Could you write the entries out again, exactly as they are?

### Excerpted records

────

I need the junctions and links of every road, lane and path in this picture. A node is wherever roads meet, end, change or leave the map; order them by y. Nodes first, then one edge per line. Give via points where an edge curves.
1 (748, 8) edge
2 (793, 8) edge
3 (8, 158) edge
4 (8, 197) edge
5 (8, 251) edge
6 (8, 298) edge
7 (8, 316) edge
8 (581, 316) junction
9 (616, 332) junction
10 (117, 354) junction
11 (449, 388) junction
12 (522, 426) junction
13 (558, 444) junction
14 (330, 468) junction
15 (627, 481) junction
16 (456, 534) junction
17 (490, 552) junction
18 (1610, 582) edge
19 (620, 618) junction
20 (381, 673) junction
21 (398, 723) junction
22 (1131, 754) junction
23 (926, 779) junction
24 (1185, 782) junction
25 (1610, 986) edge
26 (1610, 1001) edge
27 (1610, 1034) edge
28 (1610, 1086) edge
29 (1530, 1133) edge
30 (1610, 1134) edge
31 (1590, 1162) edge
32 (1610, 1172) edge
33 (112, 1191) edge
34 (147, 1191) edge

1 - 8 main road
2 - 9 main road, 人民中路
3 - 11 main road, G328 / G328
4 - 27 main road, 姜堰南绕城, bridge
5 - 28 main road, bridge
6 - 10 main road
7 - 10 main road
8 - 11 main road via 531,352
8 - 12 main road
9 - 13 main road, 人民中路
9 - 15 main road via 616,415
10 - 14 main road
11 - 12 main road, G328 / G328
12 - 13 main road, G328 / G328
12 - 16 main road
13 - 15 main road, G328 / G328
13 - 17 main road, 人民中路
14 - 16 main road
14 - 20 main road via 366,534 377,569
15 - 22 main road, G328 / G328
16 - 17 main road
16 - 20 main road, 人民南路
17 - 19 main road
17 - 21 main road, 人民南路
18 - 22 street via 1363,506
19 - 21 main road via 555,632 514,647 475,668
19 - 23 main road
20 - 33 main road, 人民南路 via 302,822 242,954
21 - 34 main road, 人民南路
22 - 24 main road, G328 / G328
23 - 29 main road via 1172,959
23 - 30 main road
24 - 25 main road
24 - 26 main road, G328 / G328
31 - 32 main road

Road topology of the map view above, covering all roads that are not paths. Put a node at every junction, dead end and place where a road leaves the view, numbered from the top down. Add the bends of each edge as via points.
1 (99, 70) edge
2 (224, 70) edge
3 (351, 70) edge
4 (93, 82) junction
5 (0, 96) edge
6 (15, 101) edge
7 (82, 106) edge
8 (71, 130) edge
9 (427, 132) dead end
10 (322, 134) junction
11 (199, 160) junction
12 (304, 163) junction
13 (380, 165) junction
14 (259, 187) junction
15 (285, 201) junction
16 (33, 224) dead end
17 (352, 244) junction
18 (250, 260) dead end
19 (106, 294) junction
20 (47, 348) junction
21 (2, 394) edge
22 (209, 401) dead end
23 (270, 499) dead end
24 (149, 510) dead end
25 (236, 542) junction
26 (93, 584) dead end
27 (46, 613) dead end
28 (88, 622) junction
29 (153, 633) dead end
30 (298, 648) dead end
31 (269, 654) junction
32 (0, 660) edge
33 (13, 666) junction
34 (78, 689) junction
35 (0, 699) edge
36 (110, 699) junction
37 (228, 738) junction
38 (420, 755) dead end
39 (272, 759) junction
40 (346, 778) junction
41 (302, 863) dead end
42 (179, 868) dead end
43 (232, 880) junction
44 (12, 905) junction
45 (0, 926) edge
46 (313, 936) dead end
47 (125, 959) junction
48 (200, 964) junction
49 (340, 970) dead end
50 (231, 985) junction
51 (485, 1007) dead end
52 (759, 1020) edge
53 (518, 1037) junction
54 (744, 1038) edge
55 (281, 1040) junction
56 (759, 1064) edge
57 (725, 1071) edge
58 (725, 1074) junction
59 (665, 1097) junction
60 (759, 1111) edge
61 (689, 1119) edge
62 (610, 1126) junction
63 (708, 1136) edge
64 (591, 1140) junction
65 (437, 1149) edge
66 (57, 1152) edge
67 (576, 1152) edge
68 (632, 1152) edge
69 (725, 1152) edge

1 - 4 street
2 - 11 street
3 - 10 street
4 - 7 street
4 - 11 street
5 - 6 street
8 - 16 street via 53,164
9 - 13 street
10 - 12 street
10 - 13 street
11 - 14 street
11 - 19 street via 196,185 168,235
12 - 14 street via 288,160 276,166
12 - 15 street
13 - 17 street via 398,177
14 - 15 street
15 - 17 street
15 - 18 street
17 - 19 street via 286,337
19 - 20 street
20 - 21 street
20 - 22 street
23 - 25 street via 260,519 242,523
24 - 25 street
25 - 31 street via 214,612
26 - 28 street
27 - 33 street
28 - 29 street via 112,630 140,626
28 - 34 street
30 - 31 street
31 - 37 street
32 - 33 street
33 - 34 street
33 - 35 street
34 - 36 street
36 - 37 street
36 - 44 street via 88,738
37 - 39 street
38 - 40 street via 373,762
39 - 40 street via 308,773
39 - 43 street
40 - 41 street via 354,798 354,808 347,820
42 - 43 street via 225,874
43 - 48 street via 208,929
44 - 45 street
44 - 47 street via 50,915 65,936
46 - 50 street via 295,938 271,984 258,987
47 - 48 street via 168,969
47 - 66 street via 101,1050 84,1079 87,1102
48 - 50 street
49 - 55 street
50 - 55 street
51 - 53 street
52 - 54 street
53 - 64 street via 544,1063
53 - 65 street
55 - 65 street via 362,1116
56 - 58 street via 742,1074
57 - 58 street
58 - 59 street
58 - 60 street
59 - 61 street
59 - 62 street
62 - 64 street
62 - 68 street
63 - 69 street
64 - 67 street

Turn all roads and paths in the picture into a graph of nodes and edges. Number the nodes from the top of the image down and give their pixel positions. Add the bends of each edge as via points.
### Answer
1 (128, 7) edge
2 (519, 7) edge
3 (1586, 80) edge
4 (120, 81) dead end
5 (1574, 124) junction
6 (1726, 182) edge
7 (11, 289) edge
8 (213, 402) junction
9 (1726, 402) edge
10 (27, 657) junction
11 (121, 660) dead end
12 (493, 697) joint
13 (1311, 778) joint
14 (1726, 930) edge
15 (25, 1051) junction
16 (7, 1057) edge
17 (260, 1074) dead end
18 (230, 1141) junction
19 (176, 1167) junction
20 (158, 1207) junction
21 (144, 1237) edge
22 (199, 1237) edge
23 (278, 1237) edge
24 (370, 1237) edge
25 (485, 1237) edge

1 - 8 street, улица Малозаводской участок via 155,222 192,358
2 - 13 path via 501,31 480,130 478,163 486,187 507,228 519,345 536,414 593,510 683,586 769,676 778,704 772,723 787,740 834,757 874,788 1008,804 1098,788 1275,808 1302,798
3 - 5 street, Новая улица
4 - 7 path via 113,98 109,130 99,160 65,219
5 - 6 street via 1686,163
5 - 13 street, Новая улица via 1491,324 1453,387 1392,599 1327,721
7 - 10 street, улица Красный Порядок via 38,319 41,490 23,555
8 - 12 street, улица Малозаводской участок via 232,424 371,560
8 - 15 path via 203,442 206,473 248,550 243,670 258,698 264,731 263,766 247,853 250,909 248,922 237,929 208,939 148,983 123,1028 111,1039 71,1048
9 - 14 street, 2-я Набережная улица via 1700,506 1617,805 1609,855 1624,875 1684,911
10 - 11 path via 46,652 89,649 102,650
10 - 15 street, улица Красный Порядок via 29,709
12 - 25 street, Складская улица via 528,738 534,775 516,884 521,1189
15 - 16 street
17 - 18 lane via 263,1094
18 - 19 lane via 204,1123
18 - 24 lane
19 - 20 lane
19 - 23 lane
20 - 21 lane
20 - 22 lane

────

### Result of the task
I need the junctions and links of every road, lane and path in this picture. A node is wherever roads meet, end, change or leave the map; order them by y. Nodes first, then one edge per line. Give via points where an edge curves.
1 (748, 8) edge
2 (793, 8) edge
3 (8, 158) edge
4 (8, 197) edge
5 (8, 251) edge
6 (8, 298) edge
7 (8, 316) edge
8 (581, 316) junction
9 (616, 332) junction
10 (117, 354) junction
11 (449, 388) junction
12 (522, 426) junction
13 (558, 444) junction
14 (330, 468) junction
15 (627, 481) junction
16 (456, 534) junction
17 (490, 552) junction
18 (1610, 582) edge
19 (620, 618) junction
20 (381, 673) junction
21 (398, 723) junction
22 (1131, 754) junction
23 (926, 779) junction
24 (1185, 782) junction
25 (1610, 986) edge
26 (1610, 1001) edge
27 (1610, 1034) edge
28 (1610, 1086) edge
29 (1530, 1133) edge
30 (1610, 1134) edge
31 (1590, 1162) edge
32 (1610, 1172) edge
33 (112, 1191) edge
34 (147, 1191) edge

1 - 8 main road
2 - 9 main road, 人民中路
3 - 11 main road, G328 / G328
4 - 27 main road, 姜堰南绕城, bridge
5 - 28 main road, bridge
6 - 10 main road
7 - 10 main road
8 - 11 main road via 531,352
8 - 12 main road
9 - 13 main road, 人民中路
9 - 15 main road via 616,415
10 - 14 main road
11 - 12 main road, G328 / G328
12 - 13 main road, G328 / G328
12 - 16 main road
13 - 15 main road, G328 / G328
13 - 17 main road, 人民中路
14 - 16 main road
14 - 20 main road via 366,534 377,569
15 - 22 main road, G328 / G328
16 - 17 main road
16 - 20 main road, 人民南路
17 - 19 main road
17 - 21 main road, 人民南路
18 - 22 street via 1363,506
19 - 21 main road via 555,632 514,647 475,668
19 - 23 main road
20 - 33 main road, 人民南路 via 302,822 242,954
21 - 34 main road, 人民南路
22 - 24 main road, G328 / G328
23 - 29 main road via 1172,959
23 - 30 main road
24 - 25 main road
24 - 26 main road, G328 / G328
31 - 32 main road

Road topology of the map view above, covering all roads that are not paths. Put a node at every junction, dead end and place where a road leaves the view, numbered from the top down. Add the bends of each edge as via points.
1 (99, 70) edge
2 (224, 70) edge
3 (351, 70) edge
4 (93, 82) junction
5 (0, 96) edge
6 (15, 101) edge
7 (82, 106) edge
8 (71, 130) edge
9 (427, 132) dead end
10 (322, 134) junction
11 (199, 160) junction
12 (304, 163) junction
13 (380, 165) junction
14 (259, 187) junction
15 (285, 201) junction
16 (33, 224) dead end
17 (352, 244) junction
18 (250, 260) dead end
19 (106, 294) junction
20 (47, 348) junction
21 (2, 394) edge
22 (209, 401) dead end
23 (270, 499) dead end
24 (149, 510) dead end
25 (236, 542) junction
26 (93, 584) dead end
27 (46, 613) dead end
28 (88, 622) junction
29 (153, 633) dead end
30 (298, 648) dead end
31 (269, 654) junction
32 (0, 660) edge
33 (13, 666) junction
34 (78, 689) junction
35 (0, 699) edge
36 (110, 699) junction
37 (228, 738) junction
38 (420, 755) dead end
39 (272, 759) junction
40 (346, 778) junction
41 (302, 863) dead end
42 (179, 868) dead end
43 (232, 880) junction
44 (12, 905) junction
45 (0, 926) edge
46 (313, 936) dead end
47 (125, 959) junction
48 (200, 964) junction
49 (340, 970) dead end
50 (231, 985) junction
51 (485, 1007) dead end
52 (759, 1020) edge
53 (518, 1037) junction
54 (744, 1038) edge
55 (281, 1040) junction
56 (759, 1064) edge
57 (725, 1071) edge
58 (725, 1074) junction
59 (665, 1097) junction
60 (759, 1111) edge
61 (689, 1119) edge
62 (610, 1126) junction
63 (708, 1136) edge
64 (591, 1140) junction
65 (437, 1149) edge
66 (57, 1152) edge
67 (576, 1152) edge
68 (632, 1152) edge
69 (725, 1152) edge

1 - 4 street
2 - 11 street
3 - 10 street
4 - 7 street
4 - 11 street
5 - 6 street
8 - 16 street via 53,164
9 - 13 street
10 - 12 street
10 - 13 street
11 - 14 street
11 - 19 street via 196,185 168,235
12 - 14 street via 288,160 276,166
12 - 15 street
13 - 17 street via 398,177
14 - 15 street
15 - 17 street
15 - 18 street
17 - 19 street via 286,337
19 - 20 street
20 - 21 street
20 - 22 street
23 - 25 street via 260,519 242,523
24 - 25 street
25 - 31 street via 214,612
26 - 28 street
27 - 33 street
28 - 29 street via 112,630 140,626
28 - 34 street
30 - 31 street
31 - 37 street
32 - 33 street
33 - 34 street
33 - 35 street
34 - 36 street
36 - 37 street
36 - 44 street via 88,738
37 - 39 street
38 - 40 street via 373,762
39 - 40 street via 308,773
39 - 43 street
40 - 41 street via 354,798 354,808 347,820
42 - 43 street via 225,874
43 - 48 street via 208,929
44 - 45 street
44 - 47 street via 50,915 65,936
46 - 50 street via 295,938 271,984 258,987
47 - 48 street via 168,969
47 - 66 street via 101,1050 84,1079 87,1102
48 - 50 street
49 - 55 street
50 - 55 street
51 - 53 street
52 - 54 street
53 - 64 street via 544,1063
53 - 65 street
55 - 65 street via 362,1116
56 - 58 street via 742,1074
57 - 58 street
58 - 59 street
58 - 60 street
59 - 61 street
59 - 62 street
62 - 64 street
62 - 68 street
63 - 69 street
64 - 67 street

Turn all roads and paths in the picture into a graph of nodes and edges. Number the nodes from the top of the image down and give their pixel positions. Add the bends of each edge as via points.
### Answer
1 (128, 7) edge
2 (519, 7) edge
3 (1586, 80) edge
4 (120, 81) dead end
5 (1574, 124) junction
6 (1726, 182) edge
7 (11, 289) edge
8 (213, 402) junction
9 (1726, 402) edge
10 (27, 657) junction
11 (121, 660) dead end
12 (493, 697) joint
13 (1311, 778) joint
14 (1726, 930) edge
15 (25, 1051) junction
16 (7, 1057) edge
17 (260, 1074) dead end
18 (230, 1141) junction
19 (176, 1167) junction
20 (158, 1207) junction
21 (144, 1237) edge
22 (199, 1237) edge
23 (278, 1237) edge
24 (370, 1237) edge
25 (485, 1237) edge

1 - 8 street, улица Малозаводской участок via 155,222 192,358
2 - 13 path via 501,31 480,130 478,163 486,187 507,228 519,345 536,414 593,510 683,586 769,676 778,704 772,723 787,740 834,757 874,788 1008,804 1098,788 1275,808 1302,798
3 - 5 street, Новая улица
4 - 7 path via 113,98 109,130 99,160 65,219
5 - 6 street via 1686,163
5 - 13 street, Новая улица via 1491,324 1453,387 1392,599 1327,721
7 - 10 street, улица Красный Порядок via 38,319 41,490 23,555
8 - 12 street, улица Малозаводской участок via 232,424 371,560
8 - 15 path via 203,442 206,473 248,550 243,670 258,698 264,731 263,766 247,853 250,909 248,922 237,929 208,939 148,983 123,1028 111,1039 71,1048
9 - 14 street, 2-я Набережная улица via 1700,506 1617,805 1609,855 1624,875 1684,911
10 - 11 path via 46,652 89,649 102,650
10 - 15 street, улица Красный Порядок via 29,709
12 - 25 street, Складская улица via 528,738 534,775 516,884 521,1189
15 - 16 street
17 - 18 lane via 263,1094
18 - 19 lane via 204,1123
18 - 24 lane
19 - 20 lane
19 - 23 lane
20 - 21 lane
20 - 22 lane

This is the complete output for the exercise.